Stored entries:

---

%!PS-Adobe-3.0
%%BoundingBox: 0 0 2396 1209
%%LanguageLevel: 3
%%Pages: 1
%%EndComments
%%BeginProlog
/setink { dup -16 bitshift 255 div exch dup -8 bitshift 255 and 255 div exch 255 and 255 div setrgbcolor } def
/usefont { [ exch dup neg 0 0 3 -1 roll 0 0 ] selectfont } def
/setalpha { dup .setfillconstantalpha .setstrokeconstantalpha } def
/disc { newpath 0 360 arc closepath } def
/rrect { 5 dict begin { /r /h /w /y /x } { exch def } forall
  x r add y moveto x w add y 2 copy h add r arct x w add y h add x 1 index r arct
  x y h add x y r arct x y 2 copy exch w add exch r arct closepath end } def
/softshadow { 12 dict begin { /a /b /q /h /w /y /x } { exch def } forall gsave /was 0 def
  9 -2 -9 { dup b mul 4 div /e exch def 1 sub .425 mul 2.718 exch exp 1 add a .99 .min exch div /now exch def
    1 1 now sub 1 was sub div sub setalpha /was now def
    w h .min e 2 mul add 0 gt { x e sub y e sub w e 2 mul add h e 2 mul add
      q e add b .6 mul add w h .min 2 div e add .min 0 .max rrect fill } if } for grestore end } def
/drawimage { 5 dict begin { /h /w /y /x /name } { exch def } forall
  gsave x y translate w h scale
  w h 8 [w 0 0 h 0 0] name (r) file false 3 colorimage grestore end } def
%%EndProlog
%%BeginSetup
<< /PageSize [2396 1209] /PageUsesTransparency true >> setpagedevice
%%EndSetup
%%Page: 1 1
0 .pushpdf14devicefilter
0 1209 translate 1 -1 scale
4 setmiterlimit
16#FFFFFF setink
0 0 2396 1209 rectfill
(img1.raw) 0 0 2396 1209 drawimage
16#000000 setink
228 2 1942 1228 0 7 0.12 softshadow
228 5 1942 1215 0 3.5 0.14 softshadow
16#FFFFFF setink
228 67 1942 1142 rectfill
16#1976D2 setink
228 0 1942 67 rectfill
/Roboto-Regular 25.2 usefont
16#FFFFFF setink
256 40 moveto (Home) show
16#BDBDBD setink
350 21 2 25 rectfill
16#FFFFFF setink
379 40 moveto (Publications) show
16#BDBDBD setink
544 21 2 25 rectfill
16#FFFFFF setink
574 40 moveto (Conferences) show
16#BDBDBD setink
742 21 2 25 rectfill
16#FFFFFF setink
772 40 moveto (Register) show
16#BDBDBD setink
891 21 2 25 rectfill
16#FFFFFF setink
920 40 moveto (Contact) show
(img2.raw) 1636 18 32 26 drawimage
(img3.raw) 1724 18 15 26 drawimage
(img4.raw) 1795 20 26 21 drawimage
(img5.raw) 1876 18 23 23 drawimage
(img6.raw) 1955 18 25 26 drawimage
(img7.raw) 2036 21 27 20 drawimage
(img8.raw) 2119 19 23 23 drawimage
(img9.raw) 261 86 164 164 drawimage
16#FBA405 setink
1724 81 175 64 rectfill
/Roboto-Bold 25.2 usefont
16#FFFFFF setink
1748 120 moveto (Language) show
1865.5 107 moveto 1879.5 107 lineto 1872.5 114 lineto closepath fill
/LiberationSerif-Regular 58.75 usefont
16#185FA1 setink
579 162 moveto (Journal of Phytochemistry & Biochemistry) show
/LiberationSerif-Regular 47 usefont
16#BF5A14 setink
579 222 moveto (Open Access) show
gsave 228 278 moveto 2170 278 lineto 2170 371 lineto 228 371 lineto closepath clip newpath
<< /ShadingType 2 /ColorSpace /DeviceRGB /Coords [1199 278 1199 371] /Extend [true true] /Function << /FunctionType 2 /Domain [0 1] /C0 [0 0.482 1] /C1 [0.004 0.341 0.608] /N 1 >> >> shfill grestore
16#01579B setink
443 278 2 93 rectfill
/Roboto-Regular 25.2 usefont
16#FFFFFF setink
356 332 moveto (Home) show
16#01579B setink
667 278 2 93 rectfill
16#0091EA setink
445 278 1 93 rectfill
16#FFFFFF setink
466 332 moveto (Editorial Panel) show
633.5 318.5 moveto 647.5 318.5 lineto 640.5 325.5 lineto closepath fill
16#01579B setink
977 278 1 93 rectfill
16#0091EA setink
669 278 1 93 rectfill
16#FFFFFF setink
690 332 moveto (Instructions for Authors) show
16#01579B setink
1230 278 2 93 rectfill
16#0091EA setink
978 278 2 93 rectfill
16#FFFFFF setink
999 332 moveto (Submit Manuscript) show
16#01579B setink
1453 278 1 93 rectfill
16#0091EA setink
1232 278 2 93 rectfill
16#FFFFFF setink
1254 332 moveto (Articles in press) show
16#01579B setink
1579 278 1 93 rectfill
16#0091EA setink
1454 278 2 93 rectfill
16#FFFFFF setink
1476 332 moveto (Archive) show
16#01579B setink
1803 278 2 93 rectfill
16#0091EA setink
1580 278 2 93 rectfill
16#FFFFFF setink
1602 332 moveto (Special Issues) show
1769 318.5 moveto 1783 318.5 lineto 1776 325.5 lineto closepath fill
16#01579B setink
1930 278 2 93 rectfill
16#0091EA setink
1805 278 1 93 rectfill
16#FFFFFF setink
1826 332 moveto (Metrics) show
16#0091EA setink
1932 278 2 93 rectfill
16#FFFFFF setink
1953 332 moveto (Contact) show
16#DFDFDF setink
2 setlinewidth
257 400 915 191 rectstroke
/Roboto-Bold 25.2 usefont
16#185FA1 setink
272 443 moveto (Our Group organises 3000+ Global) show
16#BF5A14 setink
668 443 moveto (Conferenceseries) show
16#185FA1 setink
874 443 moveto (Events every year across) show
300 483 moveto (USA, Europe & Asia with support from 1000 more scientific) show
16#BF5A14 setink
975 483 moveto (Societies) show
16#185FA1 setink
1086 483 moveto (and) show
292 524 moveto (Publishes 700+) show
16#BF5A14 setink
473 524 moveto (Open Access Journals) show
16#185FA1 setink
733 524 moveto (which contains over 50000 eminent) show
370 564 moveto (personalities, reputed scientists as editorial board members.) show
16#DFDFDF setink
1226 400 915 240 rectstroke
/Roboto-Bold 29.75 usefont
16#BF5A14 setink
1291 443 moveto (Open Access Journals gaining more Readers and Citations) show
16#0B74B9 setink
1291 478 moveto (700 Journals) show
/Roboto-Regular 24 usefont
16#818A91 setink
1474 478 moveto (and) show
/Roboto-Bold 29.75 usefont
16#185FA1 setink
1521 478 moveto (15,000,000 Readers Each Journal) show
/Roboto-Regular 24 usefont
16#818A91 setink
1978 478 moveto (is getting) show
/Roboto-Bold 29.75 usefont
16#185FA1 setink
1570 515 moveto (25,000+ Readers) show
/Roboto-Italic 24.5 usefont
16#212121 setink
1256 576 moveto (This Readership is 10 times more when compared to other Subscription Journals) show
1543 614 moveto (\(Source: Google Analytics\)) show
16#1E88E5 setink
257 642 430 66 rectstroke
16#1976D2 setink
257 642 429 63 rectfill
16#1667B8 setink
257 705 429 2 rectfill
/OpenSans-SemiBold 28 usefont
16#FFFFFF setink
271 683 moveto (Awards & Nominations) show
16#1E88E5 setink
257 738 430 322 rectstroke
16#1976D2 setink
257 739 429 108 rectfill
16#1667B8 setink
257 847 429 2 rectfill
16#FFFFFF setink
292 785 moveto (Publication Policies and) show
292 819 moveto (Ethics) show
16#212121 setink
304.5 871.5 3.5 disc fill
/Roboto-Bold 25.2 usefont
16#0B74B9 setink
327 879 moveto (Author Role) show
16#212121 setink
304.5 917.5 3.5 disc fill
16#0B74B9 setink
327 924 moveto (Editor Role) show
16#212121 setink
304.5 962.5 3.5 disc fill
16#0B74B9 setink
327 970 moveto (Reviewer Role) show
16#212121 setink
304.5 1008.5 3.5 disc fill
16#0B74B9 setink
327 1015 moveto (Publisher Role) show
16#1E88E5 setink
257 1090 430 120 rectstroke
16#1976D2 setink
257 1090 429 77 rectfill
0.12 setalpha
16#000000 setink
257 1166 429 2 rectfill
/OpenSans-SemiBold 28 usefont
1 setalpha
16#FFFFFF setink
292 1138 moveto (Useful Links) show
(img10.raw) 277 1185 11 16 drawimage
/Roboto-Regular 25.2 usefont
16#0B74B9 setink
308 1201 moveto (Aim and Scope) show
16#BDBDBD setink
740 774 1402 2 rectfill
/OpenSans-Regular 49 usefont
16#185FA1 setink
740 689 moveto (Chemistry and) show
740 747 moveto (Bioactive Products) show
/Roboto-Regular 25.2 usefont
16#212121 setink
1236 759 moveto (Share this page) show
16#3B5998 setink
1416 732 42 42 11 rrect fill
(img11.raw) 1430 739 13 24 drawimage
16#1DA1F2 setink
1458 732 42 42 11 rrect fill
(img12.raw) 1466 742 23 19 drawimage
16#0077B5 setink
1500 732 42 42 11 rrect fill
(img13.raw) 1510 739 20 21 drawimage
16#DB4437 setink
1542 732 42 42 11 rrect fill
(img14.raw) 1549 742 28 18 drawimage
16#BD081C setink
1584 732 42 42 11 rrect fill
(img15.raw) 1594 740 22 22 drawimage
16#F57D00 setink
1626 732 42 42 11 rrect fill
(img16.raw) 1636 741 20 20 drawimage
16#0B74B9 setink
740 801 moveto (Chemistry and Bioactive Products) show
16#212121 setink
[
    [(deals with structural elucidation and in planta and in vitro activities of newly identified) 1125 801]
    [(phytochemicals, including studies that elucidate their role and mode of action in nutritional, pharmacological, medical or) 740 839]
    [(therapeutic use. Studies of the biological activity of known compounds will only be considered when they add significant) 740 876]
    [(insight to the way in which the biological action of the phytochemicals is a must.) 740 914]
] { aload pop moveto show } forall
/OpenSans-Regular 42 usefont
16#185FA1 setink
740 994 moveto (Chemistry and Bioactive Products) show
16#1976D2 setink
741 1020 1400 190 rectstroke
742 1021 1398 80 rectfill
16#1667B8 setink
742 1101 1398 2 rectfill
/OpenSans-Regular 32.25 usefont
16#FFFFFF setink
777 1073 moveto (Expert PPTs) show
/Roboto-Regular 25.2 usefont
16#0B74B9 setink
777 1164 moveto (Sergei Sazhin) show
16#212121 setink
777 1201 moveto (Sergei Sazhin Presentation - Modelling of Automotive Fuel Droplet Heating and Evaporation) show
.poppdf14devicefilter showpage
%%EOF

---

EXERCISE DESCRIPTION: Write out every line from the entries where "copy" appears.

EXERCISE SOLUTION:
  x r add y moveto x w add y 2 copy h add r arct x w add y h add x 1 index r arct
  x y h add x y r arct x y 2 copy exch w add exch r arct closepath end } def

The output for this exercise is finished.